(Beginning of Data excerpts)

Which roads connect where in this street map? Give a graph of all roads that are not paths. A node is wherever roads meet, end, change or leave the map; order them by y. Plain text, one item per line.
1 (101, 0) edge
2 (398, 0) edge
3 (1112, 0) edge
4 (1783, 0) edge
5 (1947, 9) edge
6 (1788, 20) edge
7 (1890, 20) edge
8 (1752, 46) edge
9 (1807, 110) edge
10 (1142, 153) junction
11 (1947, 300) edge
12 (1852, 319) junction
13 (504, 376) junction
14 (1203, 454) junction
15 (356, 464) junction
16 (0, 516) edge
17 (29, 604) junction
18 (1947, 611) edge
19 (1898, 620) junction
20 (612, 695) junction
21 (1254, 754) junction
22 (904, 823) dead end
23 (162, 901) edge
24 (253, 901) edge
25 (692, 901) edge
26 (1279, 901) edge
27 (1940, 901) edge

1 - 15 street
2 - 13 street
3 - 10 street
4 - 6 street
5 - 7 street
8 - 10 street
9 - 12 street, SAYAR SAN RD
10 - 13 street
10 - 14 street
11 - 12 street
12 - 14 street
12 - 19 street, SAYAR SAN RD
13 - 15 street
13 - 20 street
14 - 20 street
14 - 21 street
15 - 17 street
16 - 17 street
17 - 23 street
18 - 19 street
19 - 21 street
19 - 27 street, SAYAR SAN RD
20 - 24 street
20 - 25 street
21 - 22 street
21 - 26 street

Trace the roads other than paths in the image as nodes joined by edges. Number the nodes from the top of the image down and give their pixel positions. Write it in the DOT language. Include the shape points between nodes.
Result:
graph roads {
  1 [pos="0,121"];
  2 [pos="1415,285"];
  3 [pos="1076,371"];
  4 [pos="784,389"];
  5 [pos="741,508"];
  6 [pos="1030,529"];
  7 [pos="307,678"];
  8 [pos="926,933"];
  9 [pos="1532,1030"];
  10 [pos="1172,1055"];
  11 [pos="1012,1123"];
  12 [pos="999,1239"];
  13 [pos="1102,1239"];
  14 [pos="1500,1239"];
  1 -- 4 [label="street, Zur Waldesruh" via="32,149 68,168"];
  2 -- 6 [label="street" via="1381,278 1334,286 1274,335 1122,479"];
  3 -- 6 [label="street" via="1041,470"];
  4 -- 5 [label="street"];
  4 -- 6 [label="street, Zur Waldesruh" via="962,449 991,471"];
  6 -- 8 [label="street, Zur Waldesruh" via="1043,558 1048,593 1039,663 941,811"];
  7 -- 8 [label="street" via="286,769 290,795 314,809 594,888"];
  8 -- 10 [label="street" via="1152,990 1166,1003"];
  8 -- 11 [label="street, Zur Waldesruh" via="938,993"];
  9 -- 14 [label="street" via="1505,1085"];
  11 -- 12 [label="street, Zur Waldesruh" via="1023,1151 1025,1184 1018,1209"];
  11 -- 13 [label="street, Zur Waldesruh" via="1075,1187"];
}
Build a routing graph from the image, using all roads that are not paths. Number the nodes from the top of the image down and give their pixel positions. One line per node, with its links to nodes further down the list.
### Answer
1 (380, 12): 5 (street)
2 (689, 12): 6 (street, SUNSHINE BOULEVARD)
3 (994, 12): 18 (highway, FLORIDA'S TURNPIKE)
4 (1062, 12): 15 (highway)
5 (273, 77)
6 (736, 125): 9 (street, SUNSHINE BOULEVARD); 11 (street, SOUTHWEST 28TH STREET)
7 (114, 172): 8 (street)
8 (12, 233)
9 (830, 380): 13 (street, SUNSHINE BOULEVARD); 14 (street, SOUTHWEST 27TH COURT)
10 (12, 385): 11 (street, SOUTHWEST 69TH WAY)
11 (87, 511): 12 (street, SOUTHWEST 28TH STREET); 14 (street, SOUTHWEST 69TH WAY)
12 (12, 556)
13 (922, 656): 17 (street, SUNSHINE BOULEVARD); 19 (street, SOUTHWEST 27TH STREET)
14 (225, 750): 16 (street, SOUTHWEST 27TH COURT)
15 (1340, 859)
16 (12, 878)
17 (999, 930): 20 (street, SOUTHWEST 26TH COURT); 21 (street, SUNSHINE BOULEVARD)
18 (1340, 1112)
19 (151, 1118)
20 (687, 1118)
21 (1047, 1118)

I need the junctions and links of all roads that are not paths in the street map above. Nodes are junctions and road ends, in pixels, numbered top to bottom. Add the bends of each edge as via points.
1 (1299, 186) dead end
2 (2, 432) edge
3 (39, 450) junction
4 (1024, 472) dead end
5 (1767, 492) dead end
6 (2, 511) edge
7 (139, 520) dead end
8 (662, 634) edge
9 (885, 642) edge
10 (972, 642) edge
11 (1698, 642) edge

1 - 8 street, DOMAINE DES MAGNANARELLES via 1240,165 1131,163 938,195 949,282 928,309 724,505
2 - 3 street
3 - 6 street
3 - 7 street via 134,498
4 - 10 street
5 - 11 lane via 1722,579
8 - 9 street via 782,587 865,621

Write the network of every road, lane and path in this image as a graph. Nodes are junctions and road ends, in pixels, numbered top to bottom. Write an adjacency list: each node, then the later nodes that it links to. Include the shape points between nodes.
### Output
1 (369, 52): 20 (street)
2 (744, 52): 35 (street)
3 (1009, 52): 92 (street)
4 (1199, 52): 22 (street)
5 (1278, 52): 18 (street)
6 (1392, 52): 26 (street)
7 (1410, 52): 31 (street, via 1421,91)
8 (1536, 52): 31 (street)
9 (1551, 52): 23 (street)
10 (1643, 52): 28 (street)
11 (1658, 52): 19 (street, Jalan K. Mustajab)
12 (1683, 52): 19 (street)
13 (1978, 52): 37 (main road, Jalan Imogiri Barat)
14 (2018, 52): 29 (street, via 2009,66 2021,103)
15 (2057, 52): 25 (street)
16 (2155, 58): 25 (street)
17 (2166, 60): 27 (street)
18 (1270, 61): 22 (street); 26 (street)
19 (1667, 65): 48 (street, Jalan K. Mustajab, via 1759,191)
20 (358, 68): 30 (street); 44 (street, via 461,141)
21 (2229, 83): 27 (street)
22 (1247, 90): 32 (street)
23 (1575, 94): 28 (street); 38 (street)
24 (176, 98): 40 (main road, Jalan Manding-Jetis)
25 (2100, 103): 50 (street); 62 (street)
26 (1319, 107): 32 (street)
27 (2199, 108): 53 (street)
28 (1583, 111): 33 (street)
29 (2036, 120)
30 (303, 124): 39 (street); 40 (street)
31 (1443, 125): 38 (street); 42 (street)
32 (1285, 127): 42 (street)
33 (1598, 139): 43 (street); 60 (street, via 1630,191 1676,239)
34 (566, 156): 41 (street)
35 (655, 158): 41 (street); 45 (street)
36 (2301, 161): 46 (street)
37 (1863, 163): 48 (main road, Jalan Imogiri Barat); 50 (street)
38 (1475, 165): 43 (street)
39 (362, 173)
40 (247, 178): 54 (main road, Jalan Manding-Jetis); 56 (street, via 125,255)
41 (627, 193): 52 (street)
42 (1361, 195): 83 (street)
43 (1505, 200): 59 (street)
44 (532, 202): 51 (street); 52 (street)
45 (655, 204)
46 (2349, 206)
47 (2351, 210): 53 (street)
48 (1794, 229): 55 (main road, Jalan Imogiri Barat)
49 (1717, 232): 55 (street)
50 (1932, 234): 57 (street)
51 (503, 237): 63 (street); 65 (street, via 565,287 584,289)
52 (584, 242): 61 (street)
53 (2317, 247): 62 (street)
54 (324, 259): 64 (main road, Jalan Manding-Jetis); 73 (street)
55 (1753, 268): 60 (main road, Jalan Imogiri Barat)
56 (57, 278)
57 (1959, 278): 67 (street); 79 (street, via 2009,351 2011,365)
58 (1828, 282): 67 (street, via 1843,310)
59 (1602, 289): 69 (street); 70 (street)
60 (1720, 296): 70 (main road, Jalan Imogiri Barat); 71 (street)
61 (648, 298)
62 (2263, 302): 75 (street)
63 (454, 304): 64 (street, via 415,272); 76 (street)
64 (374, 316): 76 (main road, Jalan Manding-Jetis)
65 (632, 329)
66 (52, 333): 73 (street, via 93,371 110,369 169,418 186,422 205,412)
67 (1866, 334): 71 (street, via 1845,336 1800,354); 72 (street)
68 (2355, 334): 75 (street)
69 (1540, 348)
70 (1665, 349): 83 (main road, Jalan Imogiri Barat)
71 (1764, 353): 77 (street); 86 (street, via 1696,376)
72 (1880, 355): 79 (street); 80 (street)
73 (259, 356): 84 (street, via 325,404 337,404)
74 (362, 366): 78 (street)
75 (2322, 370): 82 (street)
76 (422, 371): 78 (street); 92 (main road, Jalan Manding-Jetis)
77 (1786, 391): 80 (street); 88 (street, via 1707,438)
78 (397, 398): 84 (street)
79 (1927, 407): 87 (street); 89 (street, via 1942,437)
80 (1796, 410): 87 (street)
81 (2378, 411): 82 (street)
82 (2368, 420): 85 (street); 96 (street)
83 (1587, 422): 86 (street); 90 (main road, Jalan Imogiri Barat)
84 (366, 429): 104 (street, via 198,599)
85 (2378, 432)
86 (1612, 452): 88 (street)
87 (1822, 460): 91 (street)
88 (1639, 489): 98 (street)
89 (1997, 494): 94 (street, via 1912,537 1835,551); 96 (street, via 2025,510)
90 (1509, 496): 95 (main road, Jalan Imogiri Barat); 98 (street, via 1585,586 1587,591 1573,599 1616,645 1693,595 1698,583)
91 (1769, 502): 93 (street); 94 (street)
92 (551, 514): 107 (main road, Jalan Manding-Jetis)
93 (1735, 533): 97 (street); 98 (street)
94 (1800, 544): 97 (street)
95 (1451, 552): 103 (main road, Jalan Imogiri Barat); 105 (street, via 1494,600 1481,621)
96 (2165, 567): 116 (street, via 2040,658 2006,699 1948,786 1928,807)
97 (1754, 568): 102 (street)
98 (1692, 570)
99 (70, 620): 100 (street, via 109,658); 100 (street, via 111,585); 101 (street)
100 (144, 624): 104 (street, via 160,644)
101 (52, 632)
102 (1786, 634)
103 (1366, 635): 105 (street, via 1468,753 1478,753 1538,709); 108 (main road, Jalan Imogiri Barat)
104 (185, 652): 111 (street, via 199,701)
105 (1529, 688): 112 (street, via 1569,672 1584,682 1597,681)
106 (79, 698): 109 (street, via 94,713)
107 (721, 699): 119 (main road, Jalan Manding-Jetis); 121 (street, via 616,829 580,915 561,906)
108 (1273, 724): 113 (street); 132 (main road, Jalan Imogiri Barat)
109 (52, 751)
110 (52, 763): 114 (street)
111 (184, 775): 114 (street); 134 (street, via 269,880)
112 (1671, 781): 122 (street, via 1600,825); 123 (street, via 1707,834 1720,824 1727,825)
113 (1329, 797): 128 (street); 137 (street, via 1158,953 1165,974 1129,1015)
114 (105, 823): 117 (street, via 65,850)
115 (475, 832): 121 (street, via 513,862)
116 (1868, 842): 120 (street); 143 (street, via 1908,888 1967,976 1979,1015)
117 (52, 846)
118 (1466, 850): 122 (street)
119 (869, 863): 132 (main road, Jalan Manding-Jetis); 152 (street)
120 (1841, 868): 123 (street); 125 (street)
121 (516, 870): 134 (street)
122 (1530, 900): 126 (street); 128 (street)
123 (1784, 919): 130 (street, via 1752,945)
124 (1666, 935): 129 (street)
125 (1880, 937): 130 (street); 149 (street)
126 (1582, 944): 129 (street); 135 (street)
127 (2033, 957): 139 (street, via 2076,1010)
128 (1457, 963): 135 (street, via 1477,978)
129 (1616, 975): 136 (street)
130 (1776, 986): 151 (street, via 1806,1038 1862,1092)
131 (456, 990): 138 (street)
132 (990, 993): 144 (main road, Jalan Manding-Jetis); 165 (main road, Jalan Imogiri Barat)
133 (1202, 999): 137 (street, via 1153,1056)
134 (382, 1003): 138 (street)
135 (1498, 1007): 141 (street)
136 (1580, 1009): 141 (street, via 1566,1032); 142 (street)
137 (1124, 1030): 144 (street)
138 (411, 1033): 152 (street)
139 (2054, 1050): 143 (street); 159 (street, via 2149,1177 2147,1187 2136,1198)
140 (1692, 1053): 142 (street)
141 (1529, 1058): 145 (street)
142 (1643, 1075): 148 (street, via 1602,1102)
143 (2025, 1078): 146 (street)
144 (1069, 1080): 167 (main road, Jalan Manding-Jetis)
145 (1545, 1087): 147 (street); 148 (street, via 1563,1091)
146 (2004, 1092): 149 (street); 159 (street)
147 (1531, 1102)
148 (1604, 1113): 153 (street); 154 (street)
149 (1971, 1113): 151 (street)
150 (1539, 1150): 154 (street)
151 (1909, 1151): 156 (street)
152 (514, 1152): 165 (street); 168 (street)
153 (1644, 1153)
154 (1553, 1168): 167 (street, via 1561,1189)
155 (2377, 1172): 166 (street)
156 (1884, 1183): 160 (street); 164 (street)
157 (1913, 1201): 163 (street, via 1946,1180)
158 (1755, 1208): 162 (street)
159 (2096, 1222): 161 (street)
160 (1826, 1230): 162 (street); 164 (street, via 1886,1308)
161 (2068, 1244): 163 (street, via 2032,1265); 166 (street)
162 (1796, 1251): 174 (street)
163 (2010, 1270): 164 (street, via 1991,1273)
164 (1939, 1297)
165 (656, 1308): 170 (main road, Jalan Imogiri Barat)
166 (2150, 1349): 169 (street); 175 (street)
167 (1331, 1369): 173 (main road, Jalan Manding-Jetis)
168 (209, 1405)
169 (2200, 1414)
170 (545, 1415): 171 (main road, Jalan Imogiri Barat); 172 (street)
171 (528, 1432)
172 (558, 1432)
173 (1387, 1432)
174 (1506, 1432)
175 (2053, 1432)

(End of Data excerpts)

• **Assignment**:
Of the records above, copy each line that includes "SOUTHWEST".

• **Final answer**:
6 (736, 125): 9 (street, SUNSHINE BOULEVARD); 11 (street, SOUTHWEST 28TH STREET)
9 (830, 380): 13 (street, SUNSHINE BOULEVARD); 14 (street, SOUTHWEST 27TH COURT)
10 (12, 385): 11 (street, SOUTHWEST 69TH WAY)
11 (87, 511): 12 (street, SOUTHWEST 28TH STREET); 14 (street, SOUTHWEST 69TH WAY)
13 (922, 656): 17 (street, SUNSHINE BOULEVARD); 19 (street, SOUTHWEST 27TH STREET)
14 (225, 750): 16 (street, SOUTHWEST 27TH COURT)
17 (999, 930): 20 (street, SOUTHWEST 26TH COURT); 21 (street, SUNSHINE BOULEVARD)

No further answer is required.